Her group has done investigations about the many spirits said to haunt Historic Carson House. Many of these reports were previously written down by local historian Anne Swann.
Their book also has stories about ghosts that reportedly haunt such downtown buildings as The McDowell News, the McDowell County Courthouse, the Crooked Door Coffee House and the county library in Marion.
“There’s been employees who felt a presence and they turn around and there’s nothing there,” said Holda, who works at the library.
And employees of The McDowell News have reported hearing the sounds of people walking up the stairs to the second floor on their way to the newsroom only to find no one was coming.
The book has stories about a most unlikely haunted place in McDowell: The Lowe’s Home Improvement store on U.S. 70 West. Harp and Holda speculate that the reason behind this modern store being haunted is because it might have been built upon or near a Native American burial site.
There is also a chapter about Old Fort and the strange tale of a family there haunted by what a young son called “the glow man.”

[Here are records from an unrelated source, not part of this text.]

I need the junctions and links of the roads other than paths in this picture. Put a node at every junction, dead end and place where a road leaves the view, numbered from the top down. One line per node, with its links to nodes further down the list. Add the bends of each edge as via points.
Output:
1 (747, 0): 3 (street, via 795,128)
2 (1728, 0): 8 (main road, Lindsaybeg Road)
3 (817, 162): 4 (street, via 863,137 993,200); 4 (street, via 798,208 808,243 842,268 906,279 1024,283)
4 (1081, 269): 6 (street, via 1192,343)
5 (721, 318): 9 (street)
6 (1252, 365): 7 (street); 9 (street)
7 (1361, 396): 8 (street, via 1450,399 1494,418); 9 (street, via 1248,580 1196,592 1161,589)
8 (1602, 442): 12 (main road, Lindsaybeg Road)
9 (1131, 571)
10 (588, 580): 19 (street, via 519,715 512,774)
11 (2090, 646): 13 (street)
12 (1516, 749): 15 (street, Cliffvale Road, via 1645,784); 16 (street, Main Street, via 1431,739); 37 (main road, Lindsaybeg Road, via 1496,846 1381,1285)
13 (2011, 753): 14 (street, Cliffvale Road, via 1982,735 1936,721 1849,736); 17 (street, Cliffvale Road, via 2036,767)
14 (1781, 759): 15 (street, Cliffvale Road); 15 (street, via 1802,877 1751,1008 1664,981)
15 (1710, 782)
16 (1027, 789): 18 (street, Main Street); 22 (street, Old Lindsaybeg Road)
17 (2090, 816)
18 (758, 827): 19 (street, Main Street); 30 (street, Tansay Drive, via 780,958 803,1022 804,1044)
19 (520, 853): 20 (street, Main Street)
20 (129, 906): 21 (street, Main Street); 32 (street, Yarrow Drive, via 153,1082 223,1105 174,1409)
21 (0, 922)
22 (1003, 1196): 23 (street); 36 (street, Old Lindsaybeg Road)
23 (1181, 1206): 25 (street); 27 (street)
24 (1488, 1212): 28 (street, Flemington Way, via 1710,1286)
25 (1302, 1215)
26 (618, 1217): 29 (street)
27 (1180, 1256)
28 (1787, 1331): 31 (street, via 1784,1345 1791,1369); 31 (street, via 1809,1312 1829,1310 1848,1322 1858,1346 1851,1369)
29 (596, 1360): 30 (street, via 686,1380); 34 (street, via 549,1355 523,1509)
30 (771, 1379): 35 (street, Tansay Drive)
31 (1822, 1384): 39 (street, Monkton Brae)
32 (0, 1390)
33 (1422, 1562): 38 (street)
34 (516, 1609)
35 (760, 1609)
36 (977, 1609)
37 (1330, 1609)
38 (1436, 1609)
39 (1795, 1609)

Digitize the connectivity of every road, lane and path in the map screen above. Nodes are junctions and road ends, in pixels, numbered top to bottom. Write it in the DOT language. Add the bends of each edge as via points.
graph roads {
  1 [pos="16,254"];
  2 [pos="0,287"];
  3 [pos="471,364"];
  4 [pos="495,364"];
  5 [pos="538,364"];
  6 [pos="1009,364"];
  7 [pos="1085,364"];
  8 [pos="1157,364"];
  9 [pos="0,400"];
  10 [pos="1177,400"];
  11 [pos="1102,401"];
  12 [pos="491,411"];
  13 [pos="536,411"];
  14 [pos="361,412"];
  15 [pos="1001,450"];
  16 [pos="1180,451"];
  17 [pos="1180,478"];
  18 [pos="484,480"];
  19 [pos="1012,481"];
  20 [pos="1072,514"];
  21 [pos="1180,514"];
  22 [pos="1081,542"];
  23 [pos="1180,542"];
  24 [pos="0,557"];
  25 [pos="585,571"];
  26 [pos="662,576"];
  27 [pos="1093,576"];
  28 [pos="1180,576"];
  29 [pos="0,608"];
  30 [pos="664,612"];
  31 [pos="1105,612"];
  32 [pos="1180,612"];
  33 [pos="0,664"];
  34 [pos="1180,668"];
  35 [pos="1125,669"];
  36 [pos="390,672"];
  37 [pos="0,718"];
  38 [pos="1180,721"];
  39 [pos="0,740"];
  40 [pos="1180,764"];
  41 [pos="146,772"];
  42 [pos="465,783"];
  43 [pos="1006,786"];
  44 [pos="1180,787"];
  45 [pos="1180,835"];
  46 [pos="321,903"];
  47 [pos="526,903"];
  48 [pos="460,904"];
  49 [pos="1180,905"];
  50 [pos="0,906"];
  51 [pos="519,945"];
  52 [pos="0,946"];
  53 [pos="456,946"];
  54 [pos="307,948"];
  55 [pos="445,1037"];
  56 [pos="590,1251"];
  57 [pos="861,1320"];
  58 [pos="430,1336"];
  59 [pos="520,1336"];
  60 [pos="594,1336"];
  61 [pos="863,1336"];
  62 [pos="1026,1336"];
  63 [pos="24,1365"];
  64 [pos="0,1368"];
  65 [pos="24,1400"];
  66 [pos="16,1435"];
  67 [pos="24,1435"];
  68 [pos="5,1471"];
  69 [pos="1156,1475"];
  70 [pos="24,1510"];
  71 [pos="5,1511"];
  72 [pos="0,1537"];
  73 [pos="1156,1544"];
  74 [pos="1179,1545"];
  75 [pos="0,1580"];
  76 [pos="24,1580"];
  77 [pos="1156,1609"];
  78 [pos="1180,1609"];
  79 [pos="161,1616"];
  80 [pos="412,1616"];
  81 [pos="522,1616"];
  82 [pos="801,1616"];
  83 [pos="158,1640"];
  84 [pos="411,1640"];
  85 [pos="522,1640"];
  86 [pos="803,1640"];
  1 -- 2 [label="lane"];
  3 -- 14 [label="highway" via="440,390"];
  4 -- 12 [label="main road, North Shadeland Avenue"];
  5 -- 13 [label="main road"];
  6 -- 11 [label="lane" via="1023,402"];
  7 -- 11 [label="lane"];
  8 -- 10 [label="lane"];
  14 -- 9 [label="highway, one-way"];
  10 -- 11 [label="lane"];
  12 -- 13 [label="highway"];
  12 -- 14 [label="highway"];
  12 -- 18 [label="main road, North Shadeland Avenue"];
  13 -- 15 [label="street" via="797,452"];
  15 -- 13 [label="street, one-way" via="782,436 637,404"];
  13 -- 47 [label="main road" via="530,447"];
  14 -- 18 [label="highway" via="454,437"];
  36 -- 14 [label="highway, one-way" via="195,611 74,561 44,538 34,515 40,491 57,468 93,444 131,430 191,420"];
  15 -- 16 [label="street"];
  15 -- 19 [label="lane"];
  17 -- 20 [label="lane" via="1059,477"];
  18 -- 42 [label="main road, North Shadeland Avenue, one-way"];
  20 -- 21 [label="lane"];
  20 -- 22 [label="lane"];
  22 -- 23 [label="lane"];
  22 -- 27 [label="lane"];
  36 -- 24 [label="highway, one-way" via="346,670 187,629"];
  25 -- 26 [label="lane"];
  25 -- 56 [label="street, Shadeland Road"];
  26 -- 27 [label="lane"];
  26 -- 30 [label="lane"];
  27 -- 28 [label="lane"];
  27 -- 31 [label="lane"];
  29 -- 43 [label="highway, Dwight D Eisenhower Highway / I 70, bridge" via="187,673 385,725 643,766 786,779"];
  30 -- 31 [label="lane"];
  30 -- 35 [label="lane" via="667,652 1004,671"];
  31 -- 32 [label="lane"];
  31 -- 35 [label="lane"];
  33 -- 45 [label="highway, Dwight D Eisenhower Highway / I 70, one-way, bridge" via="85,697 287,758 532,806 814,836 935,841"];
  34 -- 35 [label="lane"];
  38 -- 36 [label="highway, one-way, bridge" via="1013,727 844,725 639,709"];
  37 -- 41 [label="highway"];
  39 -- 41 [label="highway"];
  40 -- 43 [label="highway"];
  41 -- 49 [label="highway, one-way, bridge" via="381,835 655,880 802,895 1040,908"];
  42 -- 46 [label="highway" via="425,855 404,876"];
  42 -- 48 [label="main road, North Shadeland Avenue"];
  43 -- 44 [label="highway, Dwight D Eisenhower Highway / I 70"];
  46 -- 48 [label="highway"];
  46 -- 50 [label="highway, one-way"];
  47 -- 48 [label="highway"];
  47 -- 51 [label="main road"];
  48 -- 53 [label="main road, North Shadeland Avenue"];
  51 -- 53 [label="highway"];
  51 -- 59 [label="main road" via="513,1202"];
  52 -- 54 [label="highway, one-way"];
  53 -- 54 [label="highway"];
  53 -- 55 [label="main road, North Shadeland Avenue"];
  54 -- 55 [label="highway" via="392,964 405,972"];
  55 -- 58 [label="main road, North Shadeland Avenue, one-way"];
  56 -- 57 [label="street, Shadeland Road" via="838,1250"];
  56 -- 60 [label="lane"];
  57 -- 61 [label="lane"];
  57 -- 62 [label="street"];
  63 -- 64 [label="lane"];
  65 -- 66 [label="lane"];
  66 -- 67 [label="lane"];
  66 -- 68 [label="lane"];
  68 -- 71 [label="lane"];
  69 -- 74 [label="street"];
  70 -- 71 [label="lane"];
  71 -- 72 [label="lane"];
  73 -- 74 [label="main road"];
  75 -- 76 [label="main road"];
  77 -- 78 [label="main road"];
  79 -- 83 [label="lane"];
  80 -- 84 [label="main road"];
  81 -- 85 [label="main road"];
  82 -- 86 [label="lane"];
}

In their book, Harp and Holda recognize the work of a newer group here in McDowell, M&D Paranormal and Cryptid Research. They also devoted a chapter to UFO sightings in McDowell and strange creatures believed to exist here, also called cryptids. After all, Marion is known worldwide for the WNC Bigfoot Festival and the work of our local group Bigfoot 911.
“Ghosts of McDowell County” can be found on Amazon: https://www.amazon.com/Ghosts-Mc Dowell-County-Haunts-History/dp/1709176628
The paperback version costs $9.89 and the electronic version costs $3.89.
Harp and Holda plan for this to be the first of other books that will focus on history.